TASK TO CARRY OUT –
Repeat each entry word for word.

[Dataset entries]
□ □ □ □ □ □ □

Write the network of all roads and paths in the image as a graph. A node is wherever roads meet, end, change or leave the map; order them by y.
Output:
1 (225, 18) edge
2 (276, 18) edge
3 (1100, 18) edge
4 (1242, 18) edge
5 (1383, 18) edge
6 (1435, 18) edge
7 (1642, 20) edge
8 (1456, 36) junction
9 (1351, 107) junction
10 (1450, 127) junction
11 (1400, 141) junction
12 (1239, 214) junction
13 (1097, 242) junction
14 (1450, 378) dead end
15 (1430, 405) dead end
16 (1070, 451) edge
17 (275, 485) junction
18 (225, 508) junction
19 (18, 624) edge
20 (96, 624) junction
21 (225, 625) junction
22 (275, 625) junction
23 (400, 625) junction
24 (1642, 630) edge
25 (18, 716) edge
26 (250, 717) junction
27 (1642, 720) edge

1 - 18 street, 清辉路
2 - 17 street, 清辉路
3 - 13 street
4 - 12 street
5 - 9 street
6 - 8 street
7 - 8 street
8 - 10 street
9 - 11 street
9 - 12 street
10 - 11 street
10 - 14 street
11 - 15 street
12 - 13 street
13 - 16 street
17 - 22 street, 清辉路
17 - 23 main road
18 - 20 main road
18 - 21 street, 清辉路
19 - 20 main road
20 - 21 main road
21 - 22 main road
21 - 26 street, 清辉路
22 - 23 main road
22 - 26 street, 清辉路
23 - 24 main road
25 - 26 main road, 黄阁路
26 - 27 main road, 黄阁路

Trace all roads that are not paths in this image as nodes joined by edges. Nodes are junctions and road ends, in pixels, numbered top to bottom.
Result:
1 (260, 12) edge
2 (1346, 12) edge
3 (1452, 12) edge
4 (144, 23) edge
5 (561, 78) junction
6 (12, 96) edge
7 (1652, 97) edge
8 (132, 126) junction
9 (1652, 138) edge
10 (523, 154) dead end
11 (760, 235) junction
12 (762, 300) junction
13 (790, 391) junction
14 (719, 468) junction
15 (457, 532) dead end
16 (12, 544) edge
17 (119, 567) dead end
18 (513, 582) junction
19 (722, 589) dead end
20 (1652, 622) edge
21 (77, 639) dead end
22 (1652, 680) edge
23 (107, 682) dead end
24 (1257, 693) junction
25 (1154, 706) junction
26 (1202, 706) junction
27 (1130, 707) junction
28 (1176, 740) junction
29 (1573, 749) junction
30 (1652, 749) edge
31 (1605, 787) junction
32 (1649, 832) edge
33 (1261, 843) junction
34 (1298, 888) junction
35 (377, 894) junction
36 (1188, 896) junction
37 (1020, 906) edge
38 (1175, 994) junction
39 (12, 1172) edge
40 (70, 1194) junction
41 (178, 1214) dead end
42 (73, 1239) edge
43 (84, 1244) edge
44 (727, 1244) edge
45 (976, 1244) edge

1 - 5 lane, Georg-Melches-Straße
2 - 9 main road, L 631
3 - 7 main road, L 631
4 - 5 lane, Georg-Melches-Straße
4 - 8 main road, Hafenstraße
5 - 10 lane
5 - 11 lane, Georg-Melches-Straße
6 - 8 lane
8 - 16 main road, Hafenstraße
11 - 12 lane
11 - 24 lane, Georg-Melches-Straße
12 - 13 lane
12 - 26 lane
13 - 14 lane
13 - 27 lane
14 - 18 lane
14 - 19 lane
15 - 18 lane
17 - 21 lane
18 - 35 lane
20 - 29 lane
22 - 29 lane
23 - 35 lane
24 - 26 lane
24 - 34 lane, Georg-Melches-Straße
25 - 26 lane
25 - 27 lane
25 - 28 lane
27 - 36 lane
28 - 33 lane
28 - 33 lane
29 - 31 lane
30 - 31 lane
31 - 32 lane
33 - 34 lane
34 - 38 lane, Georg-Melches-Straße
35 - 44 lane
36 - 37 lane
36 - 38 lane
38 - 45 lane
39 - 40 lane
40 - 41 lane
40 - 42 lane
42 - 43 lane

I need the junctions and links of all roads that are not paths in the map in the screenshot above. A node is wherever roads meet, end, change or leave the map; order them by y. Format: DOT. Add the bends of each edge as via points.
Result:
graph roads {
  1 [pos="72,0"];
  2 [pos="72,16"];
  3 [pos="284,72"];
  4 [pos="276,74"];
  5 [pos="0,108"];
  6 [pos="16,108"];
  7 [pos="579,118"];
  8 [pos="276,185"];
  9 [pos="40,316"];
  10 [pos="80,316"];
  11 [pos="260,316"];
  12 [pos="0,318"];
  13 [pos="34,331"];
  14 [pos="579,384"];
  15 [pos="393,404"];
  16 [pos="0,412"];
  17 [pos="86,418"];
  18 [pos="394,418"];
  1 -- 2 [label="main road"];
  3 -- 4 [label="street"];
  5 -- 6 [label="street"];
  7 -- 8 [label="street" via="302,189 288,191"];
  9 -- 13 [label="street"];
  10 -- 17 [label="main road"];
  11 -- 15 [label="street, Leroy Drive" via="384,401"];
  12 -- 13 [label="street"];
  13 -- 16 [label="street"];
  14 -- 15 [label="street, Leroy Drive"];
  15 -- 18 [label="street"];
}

□ □ □ □ □ □ □

RESULT OF THIS TASK –
Write the network of all roads and paths in the image as a graph. A node is wherever roads meet, end, change or leave the map; order them by y.
Output:
1 (225, 18) edge
2 (276, 18) edge
3 (1100, 18) edge
4 (1242, 18) edge
5 (1383, 18) edge
6 (1435, 18) edge
7 (1642, 20) edge
8 (1456, 36) junction
9 (1351, 107) junction
10 (1450, 127) junction
11 (1400, 141) junction
12 (1239, 214) junction
13 (1097, 242) junction
14 (1450, 378) dead end
15 (1430, 405) dead end
16 (1070, 451) edge
17 (275, 485) junction
18 (225, 508) junction
19 (18, 624) edge
20 (96, 624) junction
21 (225, 625) junction
22 (275, 625) junction
23 (400, 625) junction
24 (1642, 630) edge
25 (18, 716) edge
26 (250, 717) junction
27 (1642, 720) edge

1 - 18 street, 清辉路
2 - 17 street, 清辉路
3 - 13 street
4 - 12 street
5 - 9 street
6 - 8 street
7 - 8 street
8 - 10 street
9 - 11 street
9 - 12 street
10 - 11 street
10 - 14 street
11 - 15 street
12 - 13 street
13 - 16 street
17 - 22 street, 清辉路
17 - 23 main road
18 - 20 main road
18 - 21 street, 清辉路
19 - 20 main road
20 - 21 main road
21 - 22 main road
21 - 26 street, 清辉路
22 - 23 main road
22 - 26 street, 清辉路
23 - 24 main road
25 - 26 main road, 黄阁路
26 - 27 main road, 黄阁路

Trace all roads that are not paths in this image as nodes joined by edges. Nodes are junctions and road ends, in pixels, numbered top to bottom.
Result:
1 (260, 12) edge
2 (1346, 12) edge
3 (1452, 12) edge
4 (144, 23) edge
5 (561, 78) junction
6 (12, 96) edge
7 (1652, 97) edge
8 (132, 126) junction
9 (1652, 138) edge
10 (523, 154) dead end
11 (760, 235) junction
12 (762, 300) junction
13 (790, 391) junction
14 (719, 468) junction
15 (457, 532) dead end
16 (12, 544) edge
17 (119, 567) dead end
18 (513, 582) junction
19 (722, 589) dead end
20 (1652, 622) edge
21 (77, 639) dead end
22 (1652, 680) edge
23 (107, 682) dead end
24 (1257, 693) junction
25 (1154, 706) junction
26 (1202, 706) junction
27 (1130, 707) junction
28 (1176, 740) junction
29 (1573, 749) junction
30 (1652, 749) edge
31 (1605, 787) junction
32 (1649, 832) edge
33 (1261, 843) junction
34 (1298, 888) junction
35 (377, 894) junction
36 (1188, 896) junction
37 (1020, 906) edge
38 (1175, 994) junction
39 (12, 1172) edge
40 (70, 1194) junction
41 (178, 1214) dead end
42 (73, 1239) edge
43 (84, 1244) edge
44 (727, 1244) edge
45 (976, 1244) edge

1 - 5 lane, Georg-Melches-Straße
2 - 9 main road, L 631
3 - 7 main road, L 631
4 - 5 lane, Georg-Melches-Straße
4 - 8 main road, Hafenstraße
5 - 10 lane
5 - 11 lane, Georg-Melches-Straße
6 - 8 lane
8 - 16 main road, Hafenstraße
11 - 12 lane
11 - 24 lane, Georg-Melches-Straße
12 - 13 lane
12 - 26 lane
13 - 14 lane
13 - 27 lane
14 - 18 lane
14 - 19 lane
15 - 18 lane
17 - 21 lane
18 - 35 lane
20 - 29 lane
22 - 29 lane
23 - 35 lane
24 - 26 lane
24 - 34 lane, Georg-Melches-Straße
25 - 26 lane
25 - 27 lane
25 - 28 lane
27 - 36 lane
28 - 33 lane
28 - 33 lane
29 - 31 lane
30 - 31 lane
31 - 32 lane
33 - 34 lane
34 - 38 lane, Georg-Melches-Straße
35 - 44 lane
36 - 37 lane
36 - 38 lane
38 - 45 lane
39 - 40 lane
40 - 41 lane
40 - 42 lane
42 - 43 lane

I need the junctions and links of all roads that are not paths in the map in the screenshot above. A node is wherever roads meet, end, change or leave the map; order them by y. Format: DOT. Add the bends of each edge as via points.
Result:
graph roads {
  1 [pos="72,0"];
  2 [pos="72,16"];
  3 [pos="284,72"];
  4 [pos="276,74"];
  5 [pos="0,108"];
  6 [pos="16,108"];
  7 [pos="579,118"];
  8 [pos="276,185"];
  9 [pos="40,316"];
  10 [pos="80,316"];
  11 [pos="260,316"];
  12 [pos="0,318"];
  13 [pos="34,331"];
  14 [pos="579,384"];
  15 [pos="393,404"];
  16 [pos="0,412"];
  17 [pos="86,418"];
  18 [pos="394,418"];
  1 -- 2 [label="main road"];
  3 -- 4 [label="street"];
  5 -- 6 [label="street"];
  7 -- 8 [label="street" via="302,189 288,191"];
  9 -- 13 [label="street"];
  10 -- 17 [label="main road"];
  11 -- 15 [label="street, Leroy Drive" via="384,401"];
  12 -- 13 [label="street"];
  13 -- 16 [label="street"];
  14 -- 15 [label="street, Leroy Drive"];
  15 -- 18 [label="street"];
}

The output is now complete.